Full-year revenue for the Asian gaming giant declined 69.9% to $1.73bn (£1.24bn/€1.43bn), with all of its venues closed as a result of Covid-19 for significant parts of the year and facing restrictions after reopening.
Its Macau and Philippines propers were worst affected. In Macau, travel bans, restrictions and quarantine requirements on visitors to and from the special administrative region slashed tourism and visitation.
None of its Macau properties – the Altira, City of Dreams or Studio City – had an occupancy rate greater than 36% for the year.
In the Philippines, operations were badly affected by an enhanced community quarantine that ran until 30 November 2020.
During this time its City of Dreams Manila property has been conducting a trial run of gaming and hospitality operations since 19 June, which is ongoing. Its occupancy rate, at 53%, was significantly better than Melco’s Macau properties, though still well down from 2019’s 98% rate.
Gaming operations in Cyprus, meanwhile, were subject to a new regional lockdown from 12 November, which has since been extended nationwide. Melco’s operations in Paphos and Limassol remain shuttered at the time of writing.
As a result operating revenue was down across the board. Casino’s contribution remained the largest at $1.47bn, though also saw the largest year-on-year decline, falling 70.4% below 2019’s total.

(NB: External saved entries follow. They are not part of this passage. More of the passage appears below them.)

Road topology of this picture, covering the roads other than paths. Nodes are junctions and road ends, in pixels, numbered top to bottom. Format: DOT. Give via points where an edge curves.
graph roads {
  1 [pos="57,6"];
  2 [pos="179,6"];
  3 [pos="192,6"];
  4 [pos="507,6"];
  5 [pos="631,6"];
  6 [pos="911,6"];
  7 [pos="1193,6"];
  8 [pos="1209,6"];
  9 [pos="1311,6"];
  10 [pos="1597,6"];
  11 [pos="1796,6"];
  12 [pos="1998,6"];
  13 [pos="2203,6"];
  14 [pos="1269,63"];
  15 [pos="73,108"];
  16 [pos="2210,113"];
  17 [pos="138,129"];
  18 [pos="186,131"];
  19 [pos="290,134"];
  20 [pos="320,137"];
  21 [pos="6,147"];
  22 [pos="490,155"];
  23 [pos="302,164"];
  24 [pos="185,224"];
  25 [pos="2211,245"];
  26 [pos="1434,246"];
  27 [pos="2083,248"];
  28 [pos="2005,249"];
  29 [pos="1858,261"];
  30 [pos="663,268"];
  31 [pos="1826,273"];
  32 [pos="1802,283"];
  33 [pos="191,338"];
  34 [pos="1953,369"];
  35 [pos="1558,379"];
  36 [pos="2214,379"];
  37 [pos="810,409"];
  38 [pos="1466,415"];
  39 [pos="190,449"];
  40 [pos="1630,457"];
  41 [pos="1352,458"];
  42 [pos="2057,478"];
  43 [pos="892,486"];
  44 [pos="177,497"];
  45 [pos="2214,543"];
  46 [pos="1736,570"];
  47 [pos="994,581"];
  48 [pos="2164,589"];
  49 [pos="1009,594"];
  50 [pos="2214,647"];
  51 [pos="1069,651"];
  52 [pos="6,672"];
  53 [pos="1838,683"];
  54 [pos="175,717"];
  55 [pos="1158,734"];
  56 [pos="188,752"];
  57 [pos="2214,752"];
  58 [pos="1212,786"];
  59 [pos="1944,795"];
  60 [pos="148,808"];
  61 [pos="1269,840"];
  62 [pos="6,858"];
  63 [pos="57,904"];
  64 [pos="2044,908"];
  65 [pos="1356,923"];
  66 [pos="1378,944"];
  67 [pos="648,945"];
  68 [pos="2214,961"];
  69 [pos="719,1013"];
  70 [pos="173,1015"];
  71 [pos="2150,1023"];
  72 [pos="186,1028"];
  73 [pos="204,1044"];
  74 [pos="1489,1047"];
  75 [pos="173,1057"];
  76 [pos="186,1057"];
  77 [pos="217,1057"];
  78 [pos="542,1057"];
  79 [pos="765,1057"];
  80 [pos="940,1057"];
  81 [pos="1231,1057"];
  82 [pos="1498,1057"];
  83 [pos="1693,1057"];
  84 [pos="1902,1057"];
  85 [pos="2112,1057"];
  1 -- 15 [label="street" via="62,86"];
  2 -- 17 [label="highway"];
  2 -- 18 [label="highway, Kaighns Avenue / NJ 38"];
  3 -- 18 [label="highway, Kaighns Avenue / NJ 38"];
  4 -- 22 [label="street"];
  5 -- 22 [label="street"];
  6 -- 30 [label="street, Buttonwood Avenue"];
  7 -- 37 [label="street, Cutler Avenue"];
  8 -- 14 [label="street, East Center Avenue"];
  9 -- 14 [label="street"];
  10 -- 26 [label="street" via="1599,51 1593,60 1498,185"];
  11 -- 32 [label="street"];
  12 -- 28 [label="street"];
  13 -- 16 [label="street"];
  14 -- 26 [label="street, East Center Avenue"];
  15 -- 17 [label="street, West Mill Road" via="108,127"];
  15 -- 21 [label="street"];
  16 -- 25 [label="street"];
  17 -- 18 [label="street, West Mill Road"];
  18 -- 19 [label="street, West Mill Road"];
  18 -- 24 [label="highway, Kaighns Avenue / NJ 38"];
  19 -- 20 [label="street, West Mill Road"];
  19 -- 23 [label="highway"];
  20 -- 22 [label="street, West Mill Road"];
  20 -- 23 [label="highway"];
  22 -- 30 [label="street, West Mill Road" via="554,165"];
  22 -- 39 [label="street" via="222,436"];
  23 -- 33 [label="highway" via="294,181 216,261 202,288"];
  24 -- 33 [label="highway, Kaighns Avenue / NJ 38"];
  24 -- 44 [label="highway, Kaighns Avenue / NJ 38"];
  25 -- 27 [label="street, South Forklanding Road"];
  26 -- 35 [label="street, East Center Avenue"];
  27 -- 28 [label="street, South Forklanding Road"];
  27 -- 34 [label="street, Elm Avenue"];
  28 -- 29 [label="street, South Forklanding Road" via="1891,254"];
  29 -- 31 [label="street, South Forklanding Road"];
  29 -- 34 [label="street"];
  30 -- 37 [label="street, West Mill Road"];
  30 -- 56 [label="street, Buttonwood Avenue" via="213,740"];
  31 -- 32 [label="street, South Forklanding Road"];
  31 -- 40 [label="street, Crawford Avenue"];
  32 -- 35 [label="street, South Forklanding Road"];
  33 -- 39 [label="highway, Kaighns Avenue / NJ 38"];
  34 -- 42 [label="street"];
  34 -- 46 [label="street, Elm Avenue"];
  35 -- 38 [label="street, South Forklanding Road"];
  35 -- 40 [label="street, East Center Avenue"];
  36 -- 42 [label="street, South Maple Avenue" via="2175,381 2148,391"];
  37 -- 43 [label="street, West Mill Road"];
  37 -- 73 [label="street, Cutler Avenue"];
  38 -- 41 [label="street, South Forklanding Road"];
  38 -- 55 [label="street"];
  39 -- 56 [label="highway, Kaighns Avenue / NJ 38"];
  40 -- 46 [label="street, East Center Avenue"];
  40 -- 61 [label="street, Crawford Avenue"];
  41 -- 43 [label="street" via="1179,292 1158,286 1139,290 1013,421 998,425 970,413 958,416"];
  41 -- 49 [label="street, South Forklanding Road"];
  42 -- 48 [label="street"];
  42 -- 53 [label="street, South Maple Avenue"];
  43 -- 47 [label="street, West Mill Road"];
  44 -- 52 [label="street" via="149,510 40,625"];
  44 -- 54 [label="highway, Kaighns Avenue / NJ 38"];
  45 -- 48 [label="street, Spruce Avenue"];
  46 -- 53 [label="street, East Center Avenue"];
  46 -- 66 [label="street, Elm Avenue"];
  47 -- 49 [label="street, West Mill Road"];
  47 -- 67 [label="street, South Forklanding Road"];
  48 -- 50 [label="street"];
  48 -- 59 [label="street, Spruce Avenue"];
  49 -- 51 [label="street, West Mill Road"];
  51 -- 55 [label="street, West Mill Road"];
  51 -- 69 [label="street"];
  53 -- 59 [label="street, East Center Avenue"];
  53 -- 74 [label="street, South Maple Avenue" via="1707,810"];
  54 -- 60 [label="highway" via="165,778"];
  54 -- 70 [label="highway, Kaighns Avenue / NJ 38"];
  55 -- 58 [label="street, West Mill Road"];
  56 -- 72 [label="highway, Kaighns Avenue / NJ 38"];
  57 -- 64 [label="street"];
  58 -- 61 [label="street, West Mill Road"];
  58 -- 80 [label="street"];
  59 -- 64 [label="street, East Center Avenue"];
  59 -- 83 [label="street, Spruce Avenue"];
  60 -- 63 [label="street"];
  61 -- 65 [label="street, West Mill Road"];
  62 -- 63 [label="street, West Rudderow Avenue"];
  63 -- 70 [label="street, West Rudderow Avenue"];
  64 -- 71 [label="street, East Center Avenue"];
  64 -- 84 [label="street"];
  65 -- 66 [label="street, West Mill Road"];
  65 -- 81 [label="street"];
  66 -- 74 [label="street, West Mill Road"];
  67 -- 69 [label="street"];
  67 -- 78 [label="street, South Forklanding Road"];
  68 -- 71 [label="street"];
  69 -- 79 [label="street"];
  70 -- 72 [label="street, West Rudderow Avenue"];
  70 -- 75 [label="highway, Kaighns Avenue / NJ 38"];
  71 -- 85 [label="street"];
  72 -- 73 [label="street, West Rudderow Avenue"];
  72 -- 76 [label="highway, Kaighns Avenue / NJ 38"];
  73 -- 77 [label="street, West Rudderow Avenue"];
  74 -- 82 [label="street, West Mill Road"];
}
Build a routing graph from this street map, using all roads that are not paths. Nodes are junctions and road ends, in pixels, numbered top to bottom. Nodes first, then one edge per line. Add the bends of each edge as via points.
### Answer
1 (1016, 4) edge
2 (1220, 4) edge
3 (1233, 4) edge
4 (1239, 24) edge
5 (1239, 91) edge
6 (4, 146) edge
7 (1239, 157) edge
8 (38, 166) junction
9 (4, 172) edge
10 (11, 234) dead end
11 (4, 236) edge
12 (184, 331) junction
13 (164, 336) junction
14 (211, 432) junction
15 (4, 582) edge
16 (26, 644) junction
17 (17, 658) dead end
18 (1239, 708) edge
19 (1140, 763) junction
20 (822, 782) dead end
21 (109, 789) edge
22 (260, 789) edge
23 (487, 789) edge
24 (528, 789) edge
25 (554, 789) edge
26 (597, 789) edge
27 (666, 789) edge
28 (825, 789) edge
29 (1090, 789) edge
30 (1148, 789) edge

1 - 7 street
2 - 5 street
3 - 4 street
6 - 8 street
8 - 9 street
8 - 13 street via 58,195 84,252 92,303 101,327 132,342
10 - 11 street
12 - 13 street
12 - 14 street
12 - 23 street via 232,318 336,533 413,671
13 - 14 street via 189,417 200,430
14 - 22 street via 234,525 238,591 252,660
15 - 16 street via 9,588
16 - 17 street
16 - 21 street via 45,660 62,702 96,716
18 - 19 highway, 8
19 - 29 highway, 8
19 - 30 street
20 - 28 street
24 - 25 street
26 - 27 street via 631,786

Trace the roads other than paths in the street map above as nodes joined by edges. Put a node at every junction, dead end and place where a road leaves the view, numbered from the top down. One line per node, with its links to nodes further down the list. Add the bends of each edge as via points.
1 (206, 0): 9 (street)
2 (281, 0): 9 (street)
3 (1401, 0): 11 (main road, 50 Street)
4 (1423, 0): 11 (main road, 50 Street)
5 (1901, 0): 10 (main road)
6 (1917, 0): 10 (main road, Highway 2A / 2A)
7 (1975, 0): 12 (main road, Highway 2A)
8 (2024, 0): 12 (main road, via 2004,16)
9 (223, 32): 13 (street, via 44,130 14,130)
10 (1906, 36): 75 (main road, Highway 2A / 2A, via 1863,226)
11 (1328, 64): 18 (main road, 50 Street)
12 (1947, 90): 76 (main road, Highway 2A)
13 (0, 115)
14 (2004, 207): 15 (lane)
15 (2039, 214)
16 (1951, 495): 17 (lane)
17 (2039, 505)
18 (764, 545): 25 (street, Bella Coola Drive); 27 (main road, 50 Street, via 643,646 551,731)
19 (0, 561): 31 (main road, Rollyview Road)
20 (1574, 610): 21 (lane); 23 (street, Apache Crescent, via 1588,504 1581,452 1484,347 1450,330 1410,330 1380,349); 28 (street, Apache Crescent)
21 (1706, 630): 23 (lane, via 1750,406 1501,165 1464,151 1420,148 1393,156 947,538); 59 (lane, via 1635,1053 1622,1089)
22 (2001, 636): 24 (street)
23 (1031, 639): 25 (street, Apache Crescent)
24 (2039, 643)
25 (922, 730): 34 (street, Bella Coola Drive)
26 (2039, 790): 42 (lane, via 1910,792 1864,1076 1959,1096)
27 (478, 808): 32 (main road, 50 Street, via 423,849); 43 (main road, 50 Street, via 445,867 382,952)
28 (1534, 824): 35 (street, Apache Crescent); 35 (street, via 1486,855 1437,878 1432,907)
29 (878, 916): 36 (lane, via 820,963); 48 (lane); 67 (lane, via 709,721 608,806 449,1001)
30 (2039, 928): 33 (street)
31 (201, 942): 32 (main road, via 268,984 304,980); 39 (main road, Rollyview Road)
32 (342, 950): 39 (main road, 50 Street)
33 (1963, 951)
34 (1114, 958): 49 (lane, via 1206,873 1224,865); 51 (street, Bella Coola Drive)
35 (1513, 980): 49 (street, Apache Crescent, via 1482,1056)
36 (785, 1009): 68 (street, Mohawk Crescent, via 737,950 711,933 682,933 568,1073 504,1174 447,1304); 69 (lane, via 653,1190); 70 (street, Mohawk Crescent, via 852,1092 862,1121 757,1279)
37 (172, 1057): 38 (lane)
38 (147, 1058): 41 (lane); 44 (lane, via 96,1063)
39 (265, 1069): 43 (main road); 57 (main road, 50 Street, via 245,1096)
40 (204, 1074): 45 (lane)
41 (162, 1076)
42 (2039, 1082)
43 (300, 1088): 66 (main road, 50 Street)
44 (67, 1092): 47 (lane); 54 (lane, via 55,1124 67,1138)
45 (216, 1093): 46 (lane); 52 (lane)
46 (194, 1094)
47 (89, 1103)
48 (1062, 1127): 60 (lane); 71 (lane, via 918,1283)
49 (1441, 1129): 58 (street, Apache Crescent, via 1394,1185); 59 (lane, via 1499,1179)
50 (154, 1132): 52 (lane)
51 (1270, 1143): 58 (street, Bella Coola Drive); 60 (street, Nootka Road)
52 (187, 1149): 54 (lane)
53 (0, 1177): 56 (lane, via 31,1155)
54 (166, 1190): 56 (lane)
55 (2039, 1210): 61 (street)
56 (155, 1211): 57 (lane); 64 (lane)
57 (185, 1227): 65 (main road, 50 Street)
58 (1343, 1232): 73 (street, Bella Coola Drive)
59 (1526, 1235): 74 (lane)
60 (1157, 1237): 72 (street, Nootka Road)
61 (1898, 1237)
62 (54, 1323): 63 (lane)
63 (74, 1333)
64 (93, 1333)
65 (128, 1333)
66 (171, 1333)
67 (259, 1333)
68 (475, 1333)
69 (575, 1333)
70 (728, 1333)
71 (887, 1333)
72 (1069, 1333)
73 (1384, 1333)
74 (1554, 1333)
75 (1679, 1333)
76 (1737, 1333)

Hotel rooms accounted for $108.6m of Melco’s 2020 revenue, down 69.0%, while food and beverage revenue declined 68.3% to $74.5m.
Revenue from entertainment, retail and other sources was the smallest segment for the year, at $58.1m, though this also experienced the smallest year-on-year decline.
As with the majority of land-based operators, Melco saw the sharp decline in revenue accompanied by a slower drop in outgoings for the year. Total operating expenses for 2020 were down 46.5% at $2.67bn, resulting in the business swinging from an operating profit of $747.7m in 2019 to a $940.6m loss.
When items such as depreciation and amortisation, share-based compensation and developments costs were factored back in, as well as fees and levies, loss before interest, tax, depreciation and amortisation (EBITDA loss) came to $177.3m.
Financial expenses rose year-on-year to $517.0m, which resulted in a pre-tax loss of $1.46bn. This was reduced slightly by a $2.9m income tax benefit and a $191.1m contribution from Melco’s share of non-controlling interests’ profits, for a full-year net loss of $1.26bn.
This followed a fourth quarter that Melco chairman and chief executive Laurence Ho said showed a “moderate recovery” in business operations. However, revenue for the three months to 31 December was still down 63.6% year-on-year at $528.0m.
This was comprised largely of gaming revenue, which made up $440.4m of the total, down 64.7%. Hotel rooms accounted for a further $41.4m, with $26.5m coming from food and beverage, and $19.7m from entertainment, retail and other sources.
Operating expenses, meanwhile, dropped 47.3% to $672.8m, for an operating loss of $144.8m. However Q4 EBITDA remained positive, at $43.6m, though this was still down significantly from 2019’s $383.2m total.
Financial outgoings were down year-on-year, at $87.8m, for a pre-tax loss of $232.6m. This was reduced to a net loss of $199.7m after an income tax charge and a share of profits from non-controlling interests were factored in.
Looking ahead, Melco said it was difficult to say how or when it would recover from the Covid-19 pandemic. This, it explained, would be affected by multiple variables, from effective vaccination programmes, to new strains of the virus, to declines in the share of individuals’ discretionary income allocated to gaming.
However, restrictions on Macau have been slowly lifted since September 2020, when the Chinese government reinstated the individual visa scheme for the island. It was not until 23 February that the final quarantine requirements – for Shijiazhuang in Hebei province and Suihua in Heilongjiang province – were lifted.
Two key development projects have already been pushed back as a result. The second phase of construction to expand Studio City will require additional work, while it has been granted additional time to complete work on the City of Dreams Mediterranean in Cyprus.
That was originally required to be completed by 31 December 2021, though that has been pushed back to 30 September, 2022 by the government of Cyprus.
Ho added that the operator remained committed to bidding for an integrated resort licence in Japan.
“We believe our focus on the Asian premium segment, a portfolio of high-quality assets, devotion to craftsmanship, dedication to world-class entertainment offerings, market-leading social safeguard systems, established track record of successful partnerships, culture of exceptional guest service, and a continuing commitment to employee development puts Melco in a strong position to help Japan realize the vision of developing an exceptional IR with a uniquely Japanese touch,” Ho explained.
“Due to Covid-19, the process in Japan has been delayed and remains complex but has renewed momentum as jurisdictions are again initiating RFP processes. We will continue to be patient as we evaluate the landscape to ensure that Melco pursues the right opportunity that takes advantage of Melco’s core strengths to drive strong value creation.”